‘Predictive policing’ isn’t in science fiction, it’s in Sacramento
It’s called predictive policing, and law enforcement agencies in other cities are already making it happen. In New York City, home to the oldest and arguably most sophisticated real-time crime center in the country, police can use surveillance and data analysis technology to identify suspected criminals or terrorists based on anything from a birthmark to a limp.
The idea is that people who have a record get their identifying marks loaded into a database. So if police need to identify someone they see, they can type in the visible characteristics and then get that person’s name and information.
With terrorism, “it’s so hard to find those few [radicals] that really are serious about it,” says Professor Lonergan at USC. “The only way you find them is by doing the kind of data collection and data mining that we’re talking about.”
The technology can also be used for more routine policing, such as addressing stalking claims. If complainants have a license plate number and are able to give at least three places where they might have seen the stalker, the POD system can be queried to see if the vehicle was there, McPhail says.
“Now I might have a stronger case to substantiate a stalking claim in advance of something potentially much more serious happening to our victim,” he says. “And it has been used to that effect.”

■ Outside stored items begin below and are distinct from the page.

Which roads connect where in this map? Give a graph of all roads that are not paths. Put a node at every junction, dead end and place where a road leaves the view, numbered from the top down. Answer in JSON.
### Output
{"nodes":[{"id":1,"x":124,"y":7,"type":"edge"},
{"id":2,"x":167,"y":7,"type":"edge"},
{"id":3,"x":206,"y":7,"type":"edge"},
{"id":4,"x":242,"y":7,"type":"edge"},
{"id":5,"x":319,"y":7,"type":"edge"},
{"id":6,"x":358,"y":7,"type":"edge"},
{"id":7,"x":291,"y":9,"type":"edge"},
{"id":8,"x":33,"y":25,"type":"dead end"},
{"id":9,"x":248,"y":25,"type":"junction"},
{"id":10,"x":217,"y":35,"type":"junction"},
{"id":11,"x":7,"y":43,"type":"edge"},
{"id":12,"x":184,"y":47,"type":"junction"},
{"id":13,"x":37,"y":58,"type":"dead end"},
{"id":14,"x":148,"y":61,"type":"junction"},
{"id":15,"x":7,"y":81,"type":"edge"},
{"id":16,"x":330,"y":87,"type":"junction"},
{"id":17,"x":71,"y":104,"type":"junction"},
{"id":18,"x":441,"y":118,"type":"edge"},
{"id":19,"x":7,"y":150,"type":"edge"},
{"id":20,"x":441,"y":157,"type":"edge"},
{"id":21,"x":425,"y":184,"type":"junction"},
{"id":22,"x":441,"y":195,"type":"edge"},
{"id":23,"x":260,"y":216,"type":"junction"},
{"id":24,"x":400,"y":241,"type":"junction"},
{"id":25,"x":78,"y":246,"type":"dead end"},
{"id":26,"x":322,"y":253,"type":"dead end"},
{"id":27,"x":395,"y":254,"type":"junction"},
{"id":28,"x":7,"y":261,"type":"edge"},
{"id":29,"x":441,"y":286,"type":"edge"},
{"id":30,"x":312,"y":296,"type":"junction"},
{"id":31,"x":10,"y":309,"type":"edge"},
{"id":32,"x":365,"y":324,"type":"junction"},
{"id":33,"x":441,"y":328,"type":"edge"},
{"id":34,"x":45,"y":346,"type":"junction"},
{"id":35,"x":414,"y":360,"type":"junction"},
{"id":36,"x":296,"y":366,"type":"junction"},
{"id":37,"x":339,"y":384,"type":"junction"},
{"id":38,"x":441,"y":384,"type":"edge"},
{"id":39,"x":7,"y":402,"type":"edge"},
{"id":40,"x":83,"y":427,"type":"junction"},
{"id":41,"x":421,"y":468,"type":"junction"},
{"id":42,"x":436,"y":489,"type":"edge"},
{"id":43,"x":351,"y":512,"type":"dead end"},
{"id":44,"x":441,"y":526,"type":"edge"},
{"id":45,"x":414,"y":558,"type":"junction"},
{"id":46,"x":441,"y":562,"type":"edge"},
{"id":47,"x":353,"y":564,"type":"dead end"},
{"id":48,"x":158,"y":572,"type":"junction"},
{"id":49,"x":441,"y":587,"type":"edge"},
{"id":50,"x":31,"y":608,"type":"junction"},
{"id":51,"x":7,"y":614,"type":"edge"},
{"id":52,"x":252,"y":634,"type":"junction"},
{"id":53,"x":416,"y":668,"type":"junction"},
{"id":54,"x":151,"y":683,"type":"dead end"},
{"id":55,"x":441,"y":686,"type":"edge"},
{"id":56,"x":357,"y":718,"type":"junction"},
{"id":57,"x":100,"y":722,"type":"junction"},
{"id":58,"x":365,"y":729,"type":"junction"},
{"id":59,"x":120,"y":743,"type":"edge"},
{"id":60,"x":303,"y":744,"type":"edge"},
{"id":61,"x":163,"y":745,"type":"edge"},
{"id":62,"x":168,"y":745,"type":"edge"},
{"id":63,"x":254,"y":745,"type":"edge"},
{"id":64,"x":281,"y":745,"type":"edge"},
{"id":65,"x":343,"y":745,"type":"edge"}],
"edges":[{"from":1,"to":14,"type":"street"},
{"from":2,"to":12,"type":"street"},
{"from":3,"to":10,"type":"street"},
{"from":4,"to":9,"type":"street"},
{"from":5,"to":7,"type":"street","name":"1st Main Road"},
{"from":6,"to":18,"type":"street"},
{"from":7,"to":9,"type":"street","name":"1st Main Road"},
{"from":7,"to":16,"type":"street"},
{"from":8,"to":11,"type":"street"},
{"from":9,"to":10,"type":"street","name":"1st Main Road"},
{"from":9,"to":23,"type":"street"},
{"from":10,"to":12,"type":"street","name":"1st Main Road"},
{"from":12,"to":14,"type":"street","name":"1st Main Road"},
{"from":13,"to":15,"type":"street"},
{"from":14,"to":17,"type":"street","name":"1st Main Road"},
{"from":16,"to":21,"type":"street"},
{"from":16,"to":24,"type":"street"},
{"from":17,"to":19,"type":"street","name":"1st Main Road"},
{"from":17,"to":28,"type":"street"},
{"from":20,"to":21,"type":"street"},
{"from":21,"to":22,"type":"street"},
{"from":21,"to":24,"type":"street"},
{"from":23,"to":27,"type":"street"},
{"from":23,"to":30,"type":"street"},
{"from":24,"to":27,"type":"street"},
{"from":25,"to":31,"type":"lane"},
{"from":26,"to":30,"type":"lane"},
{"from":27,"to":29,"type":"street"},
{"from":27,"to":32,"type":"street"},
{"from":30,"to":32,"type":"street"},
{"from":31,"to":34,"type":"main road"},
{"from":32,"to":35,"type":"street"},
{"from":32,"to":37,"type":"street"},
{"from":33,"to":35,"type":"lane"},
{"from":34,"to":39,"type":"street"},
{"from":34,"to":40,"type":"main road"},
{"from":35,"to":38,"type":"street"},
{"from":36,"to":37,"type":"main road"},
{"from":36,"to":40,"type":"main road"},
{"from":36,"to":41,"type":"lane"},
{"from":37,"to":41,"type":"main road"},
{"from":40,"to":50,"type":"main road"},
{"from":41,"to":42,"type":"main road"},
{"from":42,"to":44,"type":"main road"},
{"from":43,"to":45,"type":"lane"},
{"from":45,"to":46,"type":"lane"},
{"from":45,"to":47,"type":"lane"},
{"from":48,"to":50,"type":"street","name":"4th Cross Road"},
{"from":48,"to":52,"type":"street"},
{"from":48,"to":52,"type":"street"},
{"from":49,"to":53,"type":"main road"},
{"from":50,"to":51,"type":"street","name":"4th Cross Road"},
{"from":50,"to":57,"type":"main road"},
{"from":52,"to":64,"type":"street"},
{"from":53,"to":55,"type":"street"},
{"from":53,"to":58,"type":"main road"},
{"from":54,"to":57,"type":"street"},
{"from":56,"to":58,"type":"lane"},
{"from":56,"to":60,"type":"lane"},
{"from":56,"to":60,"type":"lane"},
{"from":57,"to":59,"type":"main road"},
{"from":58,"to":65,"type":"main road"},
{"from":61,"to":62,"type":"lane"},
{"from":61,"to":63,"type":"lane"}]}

More policing not the answer?
For some privacy and civil liberties advocates, such predictive strategies in routine police work is a problem, not a solution.
“There’s a shift in the primary modality of policing, where it’s not just the old investigating methods being employed, but preemptive policing based on hunches,” says Hamid Khan, a coordinator with the Stop LAPD Spying Coalition, an alliance of community groups that aims to prevent undue surveillance of marginalized communities in Los Angeles. “It’s become part of a larger architecture of surveillance.”
He and other critics say that sort of predictive policing reinforces racial profiling and violates civil liberties, with little accountability on the part of the officers who employ such methods. Worse, the strategy fails to address the underlying reasons for which people often commit crimes.
“[T]he deepest flaw in the logic of predictive policing is the assumption that … what the model predicts is the need for policing, as opposed to the need for any other less coercive social tools to deal with the trauma of economic distress, family dislocation, mental illness, environmental stress and racial discrimination that often masquerade as criminal behavior,” writes Aderson Francois, a professor of law at Howard University in Washington, in an op-ed for The New York Times.
Law enforcement should stay out of the surveillance and data collection business, critics say – at least, until lawmakers are able to develop clear policies that regulate their use.
“Technology can be liberating or it can be a tool for control,” notes Shahid Buttar, director of grassroots advocacy at the Electronic Frontier Foundation (EFF), a civil liberties nonprofit based in San Francisco. Conscientiously developing and implementing policy to govern that technology and its use, he says, could spell the difference between the two.